• **Problem statement**
Provide an exact repetition of every entry, with no word altered.

Stored items
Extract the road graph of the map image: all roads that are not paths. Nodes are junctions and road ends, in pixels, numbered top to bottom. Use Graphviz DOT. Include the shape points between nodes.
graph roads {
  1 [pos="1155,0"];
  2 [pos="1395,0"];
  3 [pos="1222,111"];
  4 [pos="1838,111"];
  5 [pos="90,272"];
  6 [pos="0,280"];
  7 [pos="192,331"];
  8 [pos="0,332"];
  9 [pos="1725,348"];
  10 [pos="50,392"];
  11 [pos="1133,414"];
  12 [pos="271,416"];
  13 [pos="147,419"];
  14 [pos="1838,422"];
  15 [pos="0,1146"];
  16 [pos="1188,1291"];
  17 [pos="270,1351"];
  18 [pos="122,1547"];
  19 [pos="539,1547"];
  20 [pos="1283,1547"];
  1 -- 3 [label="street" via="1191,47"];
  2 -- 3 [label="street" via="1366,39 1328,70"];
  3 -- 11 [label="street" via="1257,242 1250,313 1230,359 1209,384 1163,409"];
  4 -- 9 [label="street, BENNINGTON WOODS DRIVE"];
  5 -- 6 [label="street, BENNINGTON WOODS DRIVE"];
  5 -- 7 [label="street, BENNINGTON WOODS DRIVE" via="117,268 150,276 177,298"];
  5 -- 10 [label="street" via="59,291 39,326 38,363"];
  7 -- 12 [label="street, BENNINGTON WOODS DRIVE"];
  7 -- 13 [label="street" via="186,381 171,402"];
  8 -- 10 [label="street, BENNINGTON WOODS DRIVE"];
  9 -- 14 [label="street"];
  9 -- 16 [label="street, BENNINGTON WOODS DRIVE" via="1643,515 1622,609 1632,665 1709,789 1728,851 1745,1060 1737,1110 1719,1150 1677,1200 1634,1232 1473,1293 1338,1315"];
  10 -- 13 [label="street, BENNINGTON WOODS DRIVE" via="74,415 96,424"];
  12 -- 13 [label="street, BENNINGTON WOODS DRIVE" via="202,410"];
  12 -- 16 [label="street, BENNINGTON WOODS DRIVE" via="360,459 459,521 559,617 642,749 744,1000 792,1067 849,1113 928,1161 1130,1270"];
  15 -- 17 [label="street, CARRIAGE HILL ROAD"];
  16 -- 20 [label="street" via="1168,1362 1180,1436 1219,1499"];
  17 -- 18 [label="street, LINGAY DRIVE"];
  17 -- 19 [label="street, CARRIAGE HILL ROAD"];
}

• **Solution**
Extract the road graph of the map image: all roads that are not paths. Nodes are junctions and road ends, in pixels, numbered top to bottom. Use Graphviz DOT. Include the shape points between nodes.
graph roads {
  1 [pos="1155,0"];
  2 [pos="1395,0"];
  3 [pos="1222,111"];
  4 [pos="1838,111"];
  5 [pos="90,272"];
  6 [pos="0,280"];
  7 [pos="192,331"];
  8 [pos="0,332"];
  9 [pos="1725,348"];
  10 [pos="50,392"];
  11 [pos="1133,414"];
  12 [pos="271,416"];
  13 [pos="147,419"];
  14 [pos="1838,422"];
  15 [pos="0,1146"];
  16 [pos="1188,1291"];
  17 [pos="270,1351"];
  18 [pos="122,1547"];
  19 [pos="539,1547"];
  20 [pos="1283,1547"];
  1 -- 3 [label="street" via="1191,47"];
  2 -- 3 [label="street" via="1366,39 1328,70"];
  3 -- 11 [label="street" via="1257,242 1250,313 1230,359 1209,384 1163,409"];
  4 -- 9 [label="street, BENNINGTON WOODS DRIVE"];
  5 -- 6 [label="street, BENNINGTON WOODS DRIVE"];
  5 -- 7 [label="street, BENNINGTON WOODS DRIVE" via="117,268 150,276 177,298"];
  5 -- 10 [label="street" via="59,291 39,326 38,363"];
  7 -- 12 [label="street, BENNINGTON WOODS DRIVE"];
  7 -- 13 [label="street" via="186,381 171,402"];
  8 -- 10 [label="street, BENNINGTON WOODS DRIVE"];
  9 -- 14 [label="street"];
  9 -- 16 [label="street, BENNINGTON WOODS DRIVE" via="1643,515 1622,609 1632,665 1709,789 1728,851 1745,1060 1737,1110 1719,1150 1677,1200 1634,1232 1473,1293 1338,1315"];
  10 -- 13 [label="street, BENNINGTON WOODS DRIVE" via="74,415 96,424"];
  12 -- 13 [label="street, BENNINGTON WOODS DRIVE" via="202,410"];
  12 -- 16 [label="street, BENNINGTON WOODS DRIVE" via="360,459 459,521 559,617 642,749 744,1000 792,1067 849,1113 928,1161 1130,1270"];
  15 -- 17 [label="street, CARRIAGE HILL ROAD"];
  16 -- 20 [label="street" via="1168,1362 1180,1436 1219,1499"];
  17 -- 18 [label="street, LINGAY DRIVE"];
  17 -- 19 [label="street, CARRIAGE HILL ROAD"];
}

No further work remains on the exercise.